In the material below, the lines containing the word "Сорочинський" are required; copy each of them.
########
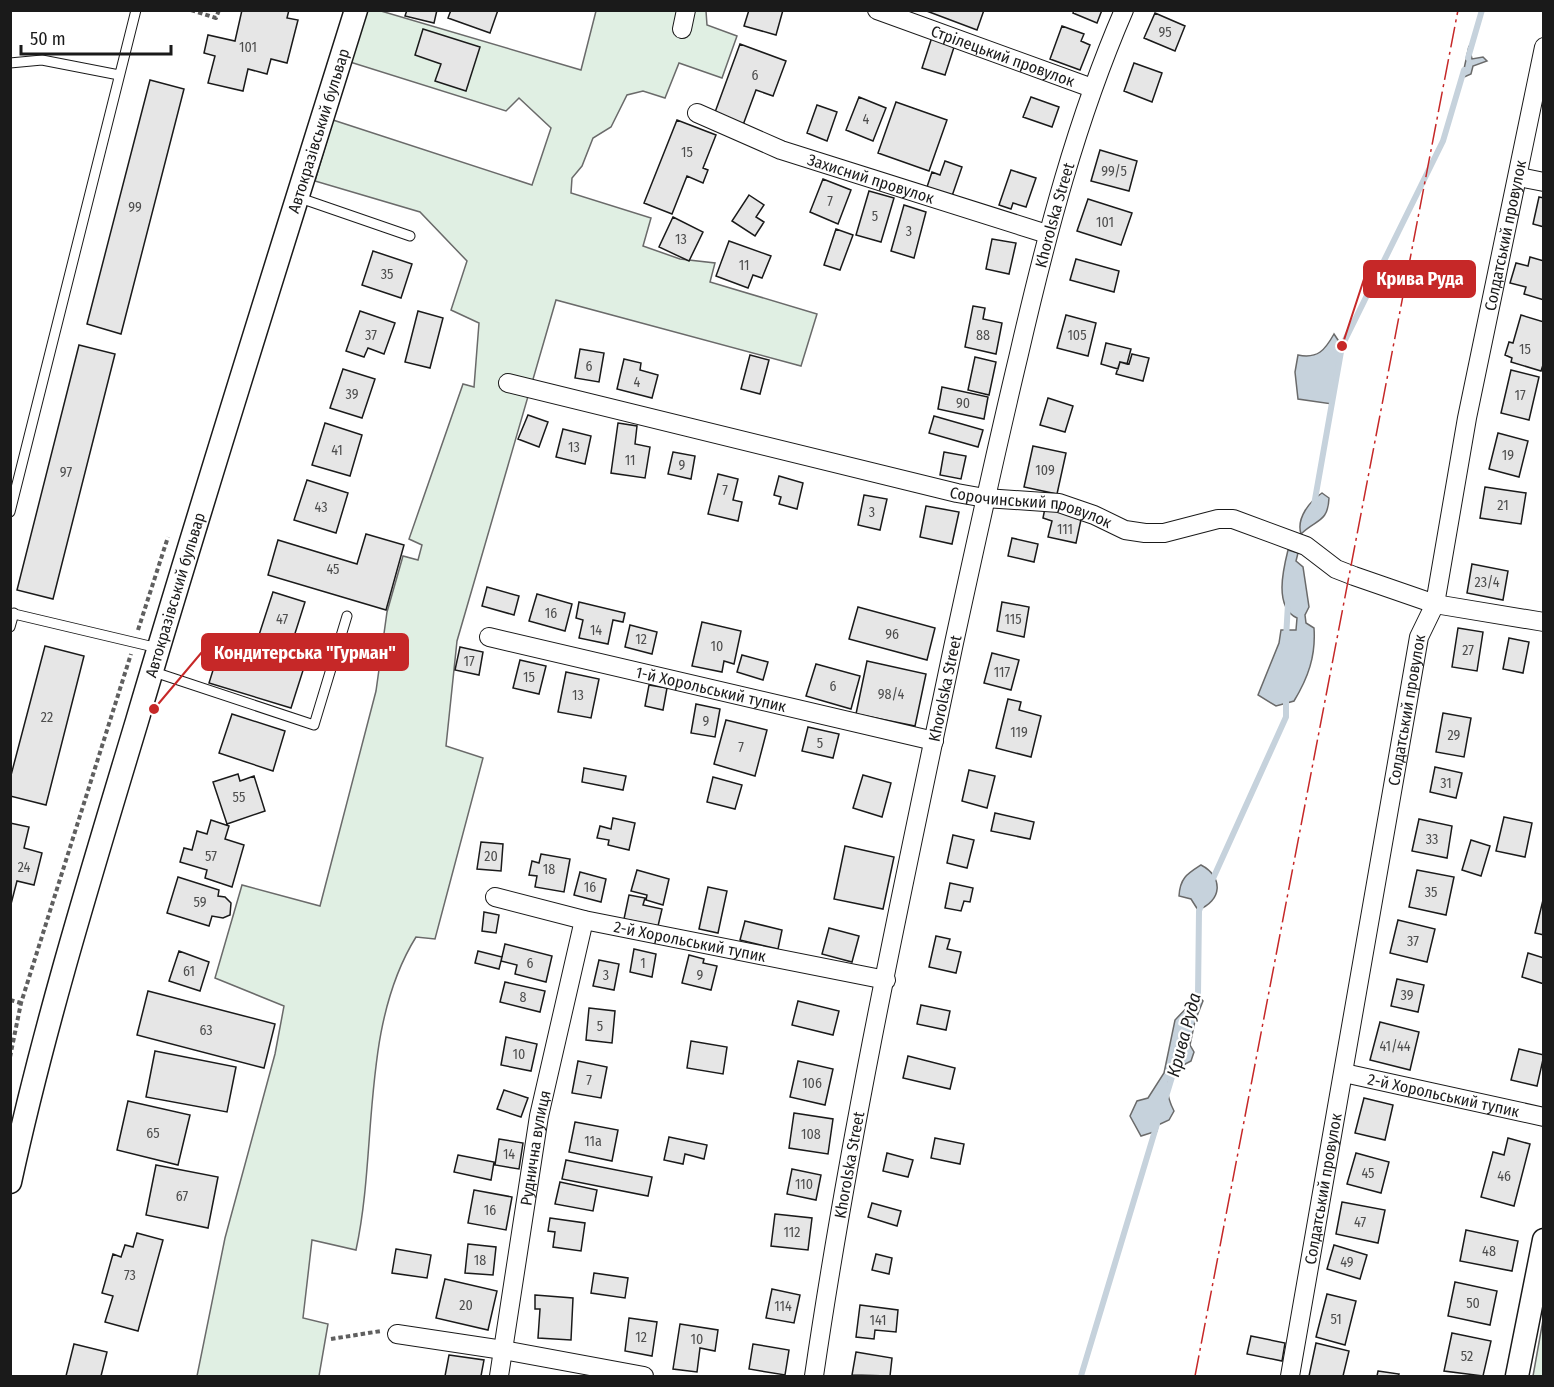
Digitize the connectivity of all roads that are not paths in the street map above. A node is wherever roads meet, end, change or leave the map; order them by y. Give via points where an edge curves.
1 (136, 10) edge
2 (356, 10) edge
3 (686, 10) edge
4 (877, 10) edge
5 (1124, 10) edge
6 (682, 29) dead end
7 (1544, 47) edge
8 (10, 63) edge
9 (119, 75) junction
10 (1092, 88) junction
11 (697, 113) dead end
12 (1519, 177) junction
13 (1544, 182) edge
14 (297, 197) junction
15 (1047, 234) junction
16 (410, 236) dead end
17 (508, 383) dead end
18 (985, 498) junction
19 (10, 512) edge
20 (1435, 604) junction
21 (12, 613) edge
22 (346, 616) dead end
23 (1544, 622) edge
24 (10, 627) edge
25 (489, 637) dead end
26 (159, 648) junction
27 (151, 671) junction
28 (934, 741) junction
29 (495, 897) dead end
30 (584, 920) junction
31 (886, 980) junction
32 (1344, 1073) junction
33 (1544, 1117) edge
34 (10, 1182) edge
35 (1544, 1240) edge
36 (397, 1334) road end
37 (503, 1350) junction
38 (499, 1377) edge
39 (644, 1377) edge
40 (814, 1377) edge
41 (1290, 1377) edge
42 (1517, 1377) edge

1 - 9 lane
2 - 14 street, Автокразівський бульвар
3 - 6 street
4 - 10 street, Стрілецький провулок
5 - 10 street, Khorolska Street
7 - 12 street, Солдатський провулок
8 - 9 lane via 42,60
9 - 19 lane
10 - 15 street, Khorolska Street
11 - 15 street, Захисний провулок via 782,150
12 - 13 street
12 - 20 street, Солдатський провулок via 1467,418
14 - 16 lane
14 - 26 street, Автокразівський бульвар
15 - 18 street, Khorolska Street
17 - 18 street, Сорочинський провулок
18 - 20 street, Сорочинський провулок via 1059,503 1094,514 1125,530 1145,533 1233,519 1306,546 1354,576
18 - 28 street, Khorolska Street
20 - 23 street, Сорочинський провулок
20 - 32 street, Солдатський провулок via 1419,638
21 - 24 lane
21 - 26 lane
22 - 27 lane via 314,725
25 - 28 street, 1-й Хорольський тупик
26 - 27 street, Автокразівський бульвар
27 - 34 street, Автокразівський бульвар via 68,947
28 - 31 street, Khorolska Street
29 - 30 street, 2-й Хорольський тупик
30 - 31 street, 2-й Хорольський тупик
30 - 37 street, Руднична вулиця via 538,1116
31 - 40 street, Khorolska Street
32 - 33 street, 2-й Хорольський тупик
32 - 41 street, Солдатський провулок
35 - 42 street
36 - 37 street
37 - 38 street, Руднична вулиця
37 - 39 street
########
### TASK SOLUTION:
17 - 18 street, Сорочинський провулок
18 - 20 street, Сорочинський провулок via 1059,503 1094,514 1125,530 1145,533 1233,519 1306,546 1354,576
20 - 23 street, Сорочинський провулок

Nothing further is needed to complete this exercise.